=== Dataset ===

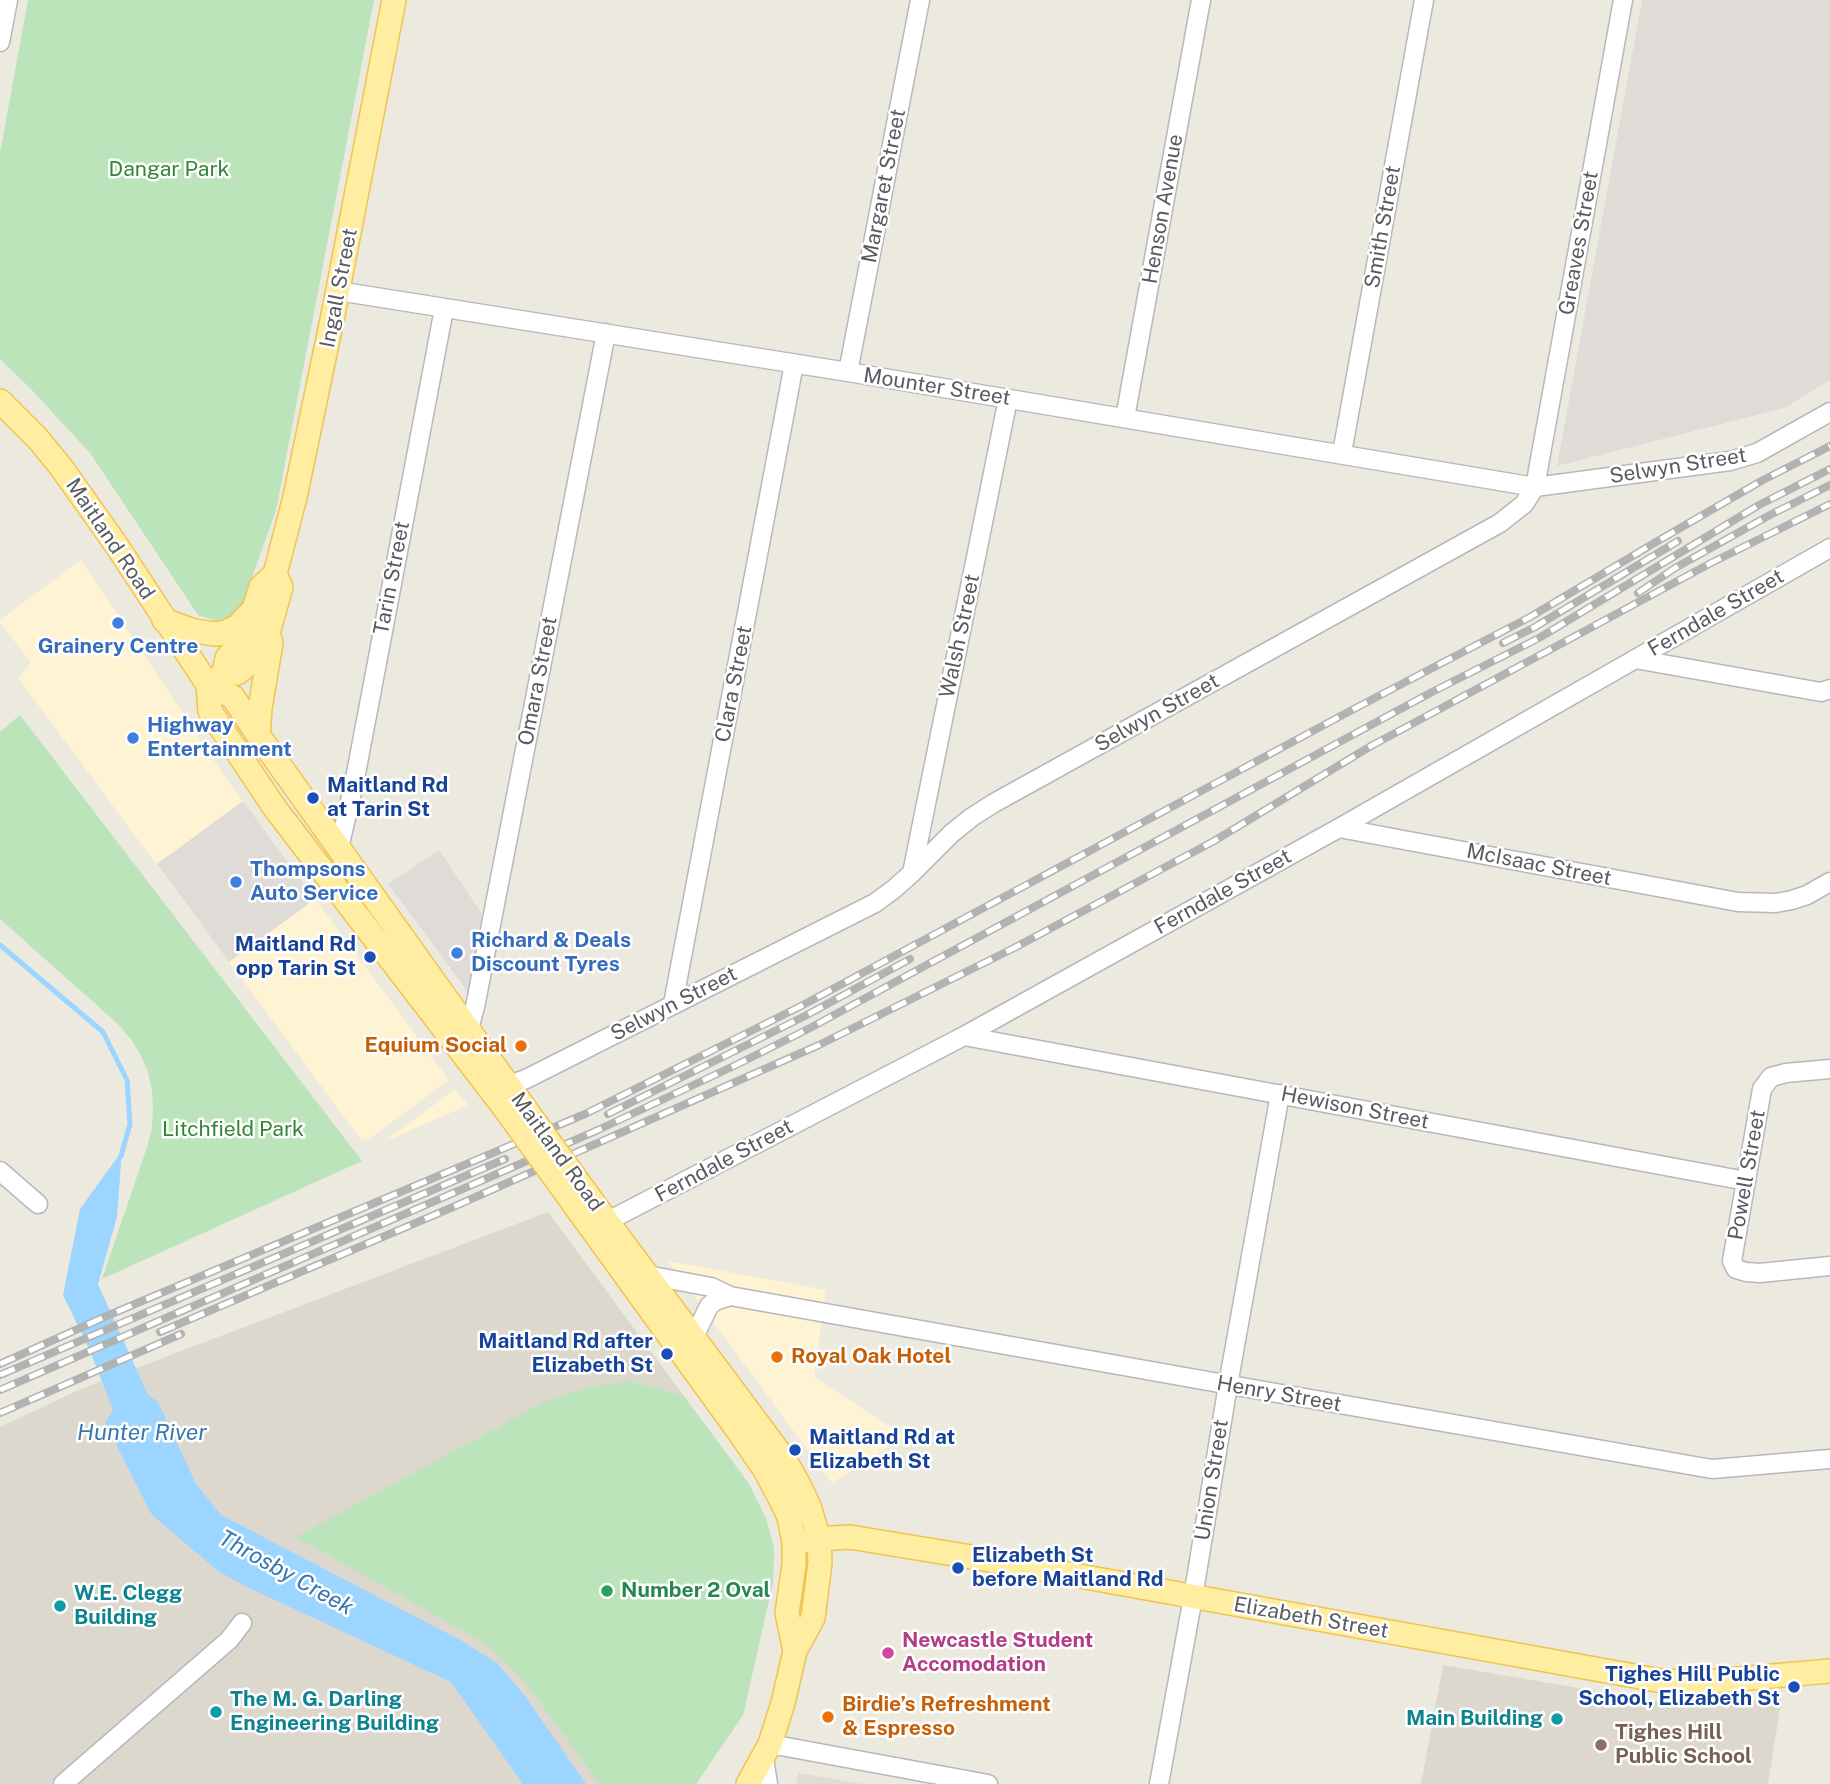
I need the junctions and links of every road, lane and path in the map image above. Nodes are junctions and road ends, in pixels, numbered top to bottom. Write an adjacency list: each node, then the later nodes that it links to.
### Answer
1 (8, 0): 7 (street)
2 (394, 0): 8 (main road, Ingall Street)
3 (920, 0): 12 (street, Margaret Street)
4 (1201, 0): 16 (street, Henson Avenue)
5 (1424, 0): 17 (street, Smith Street)
6 (1623, 0): 18 (street, Greaves Street)
7 (0, 42)
8 (338, 291): 9 (street, Mounter Street); 20 (main road, Ingall Street)
9 (444, 309): 10 (street, Mounter Street); 29 (street, Tarin Street)
10 (606, 333): 11 (street, Mounter Street); 33 (street, Omara Street)
11 (794, 364): 12 (street, Mounter Street); 32 (street, Clara Street)
12 (848, 372): 13 (street, Mounter Street)
13 (1008, 399): 16 (street, Mounter Street); 30 (street, Walsh Street)
14 (0, 401): 22 (main road, Maitland Road)
15 (1830, 412): 18 (street, Selwyn Street)
16 (1125, 418): 17 (street, Mounter Street)
17 (1342, 453): 18 (street, Mounter Street)
18 (1535, 486): 30 (street, Selwyn Street)
19 (1830, 548): 24 (street, Ferndale Street)
20 (275, 574): 21 (main road, Ingall Street); 23 (main road, Ingall Street)
21 (254, 610): 22 (main road, Ingall Street); 25 (main road, Ingall Street)
22 (164, 620): 25 (main road, Maitland Road)
23 (268, 633): 25 (main road, Ingall Street); 27 (main road, Ingall Street)
24 (1634, 659): 26 (street); 28 (street, Ferndale Street)
25 (216, 679): 27 (main road, Maitland Road); 37 (main road, Maitland Road)
26 (1830, 689)
27 (258, 736): 29 (main road, Maitland Road)
28 (1339, 828): 31 (street, McIsaac Street); 34 (street, Ferndale Street)
29 (339, 848): 33 (main road, Maitland Road)
30 (912, 873): 32 (street, Selwyn Street)
31 (1830, 882)
32 (673, 1004): 37 (street, Selwyn Street)
33 (469, 1029): 37 (main road, Maitland Road)
34 (964, 1036): 36 (street, Hewison Street); 42 (street, Ferndale Street)
35 (1830, 1069): 39 (street, Powell Street)
36 (1280, 1094): 39 (street, Hewison Street); 47 (street, Union Street)
37 (510, 1097): 41 (main road, Maitland Road, bridge)
38 (0, 1171): 40 (street)
39 (1746, 1181): 43 (street, Powell Street)
40 (38, 1203)
41 (584, 1204): 42 (main road, Maitland Road); 50 (main road, Maitland Road)
42 (608, 1221): 44 (main road, Maitland Road)
43 (1830, 1266)
44 (647, 1275): 45 (street, Henry Street); 46 (main road, Maitland Road)
45 (730, 1296): 46 (street); 47 (street, Henry Street)
46 (694, 1337): 49 (main road, Maitland Road)
47 (1228, 1385): 48 (street, Henry Street); 51 (street, Union Street)
48 (1830, 1459)
49 (818, 1539): 50 (main road, Elizabeth Street); 51 (main road, Elizabeth Street); 53 (main road, Maitland Road)
50 (794, 1542): 53 (main road, Maitland Road)
51 (1193, 1597): 54 (main road, Elizabeth Street); 60 (street, Union Street)
52 (242, 1623): 56 (street)
53 (795, 1651): 55 (main road, Maitland Road)
54 (1830, 1671)
55 (767, 1751): 57 (main road, Maitland Road); 58 (street); 59 (street)
56 (63, 1784)
57 (748, 1784)
58 (768, 1784)
59 (988, 1784)
60 (1159, 1784)

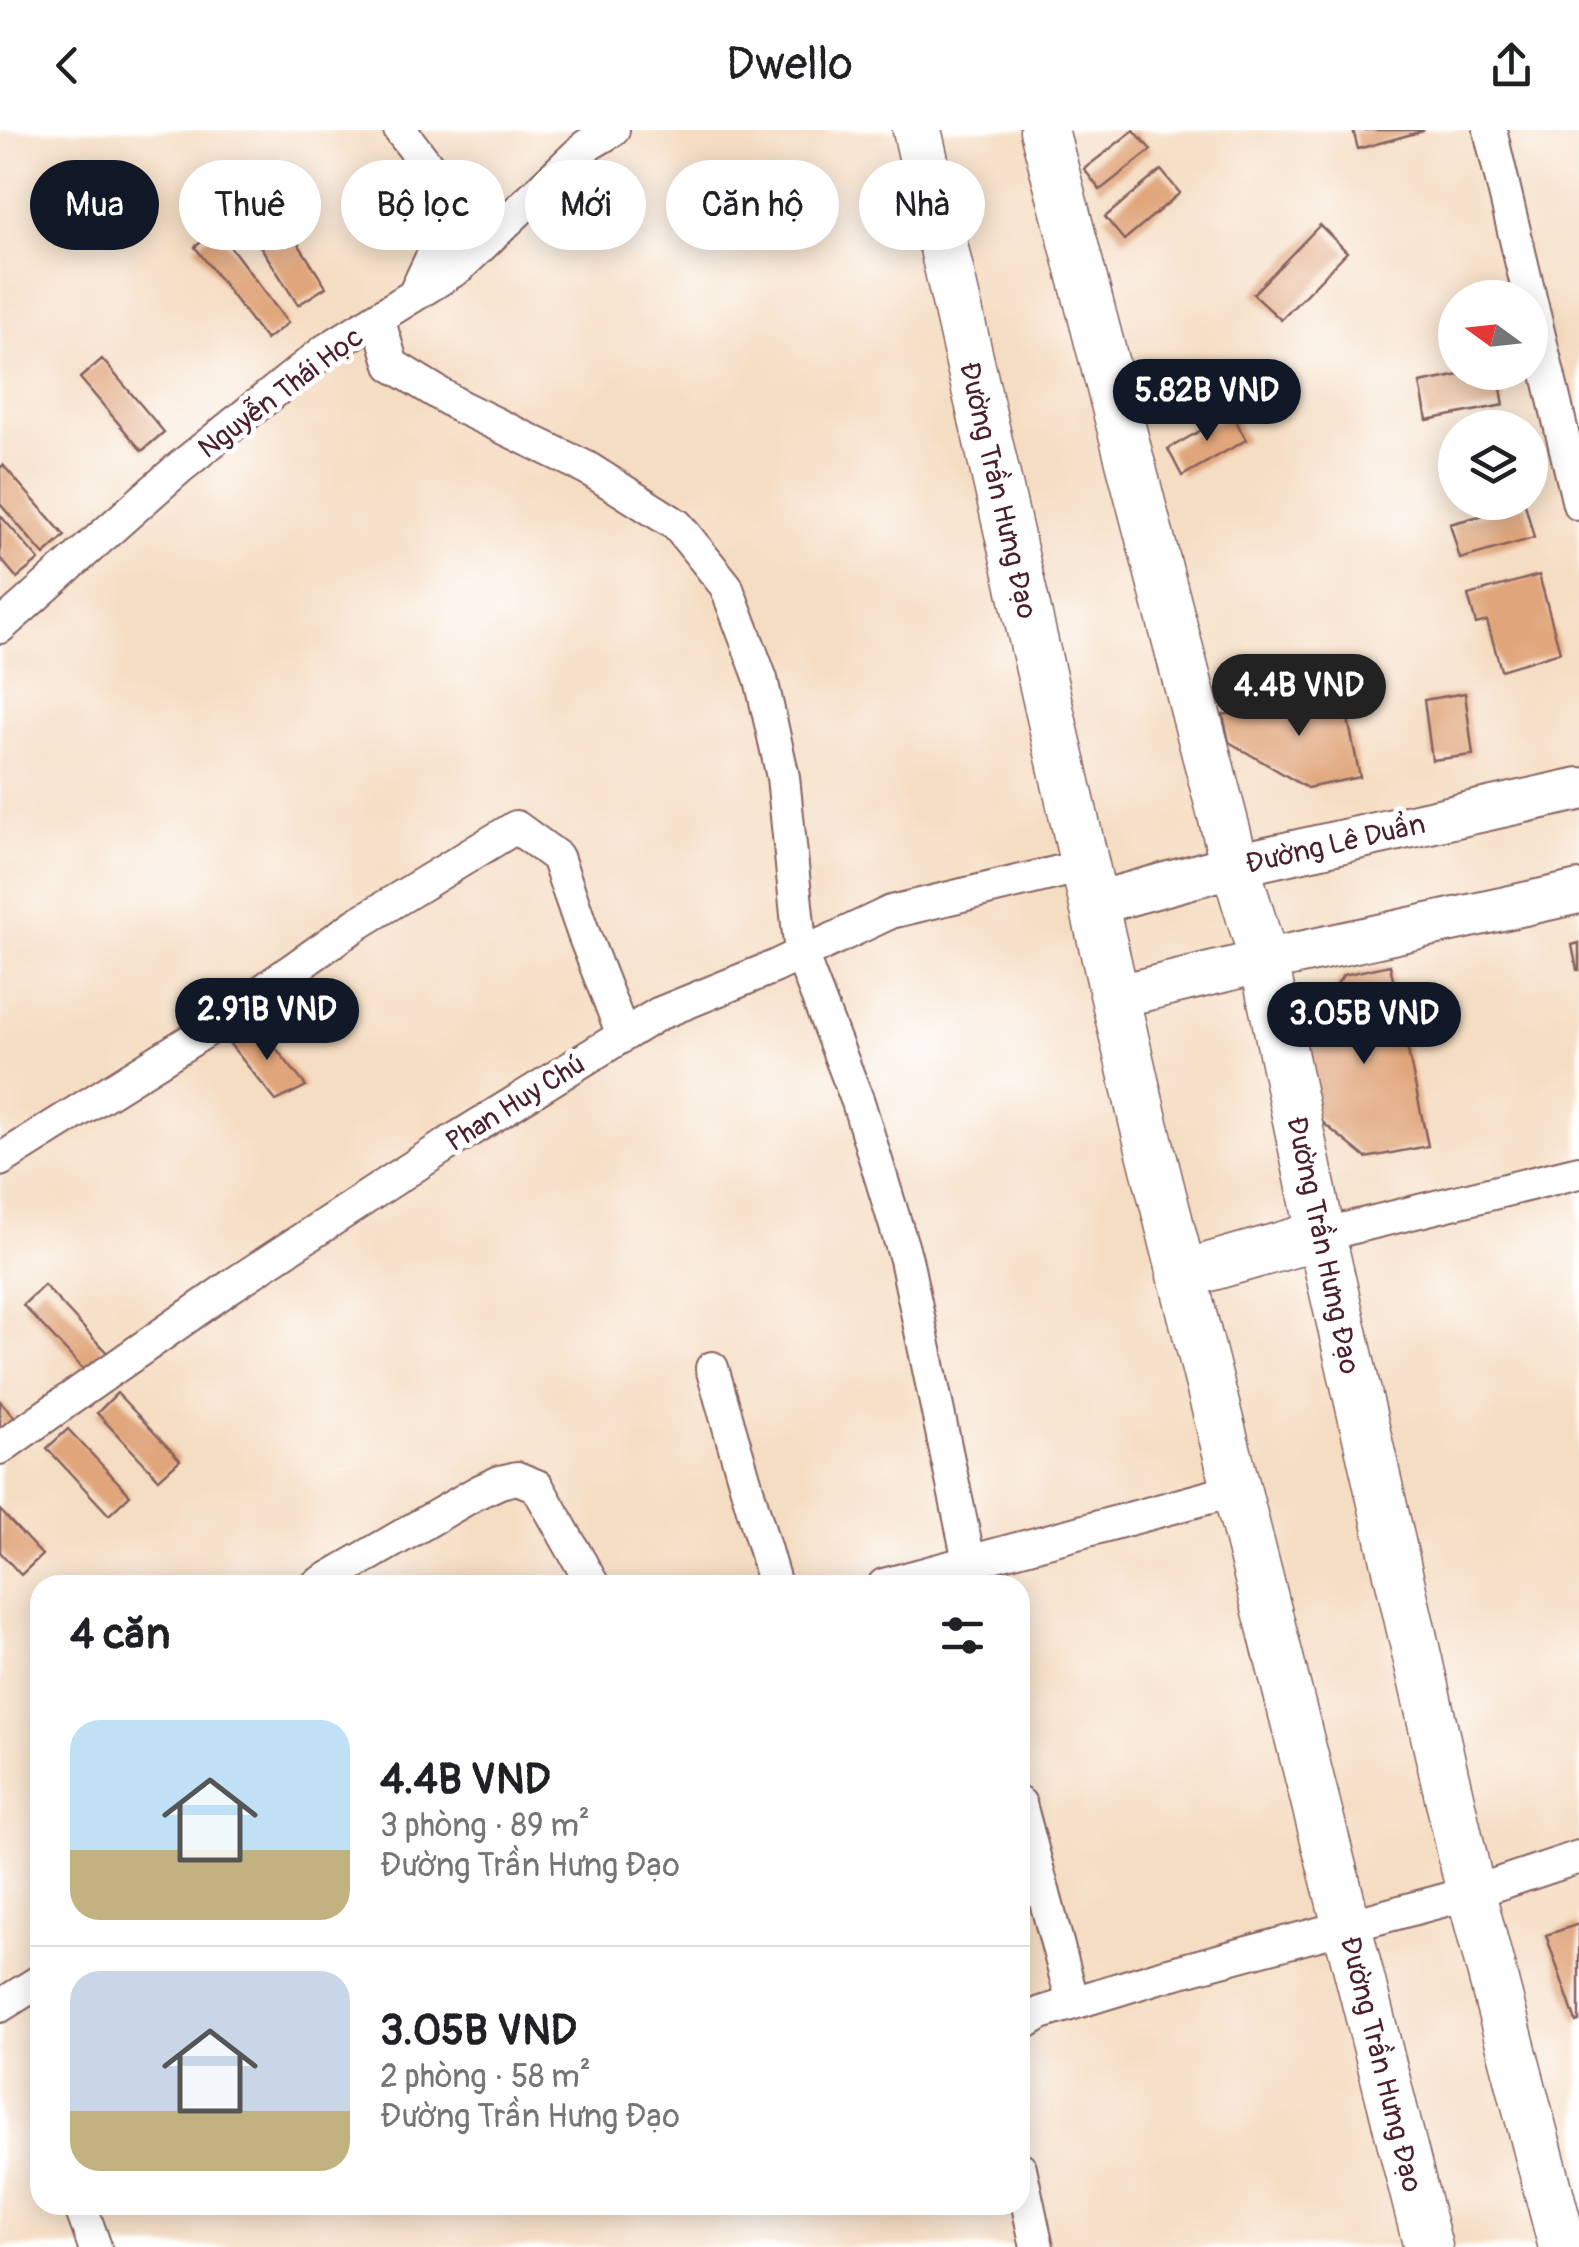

===

*Try it*: In how many lines above does the word "Powell" appear? Answer with only the number.

*Solution for this task*: 2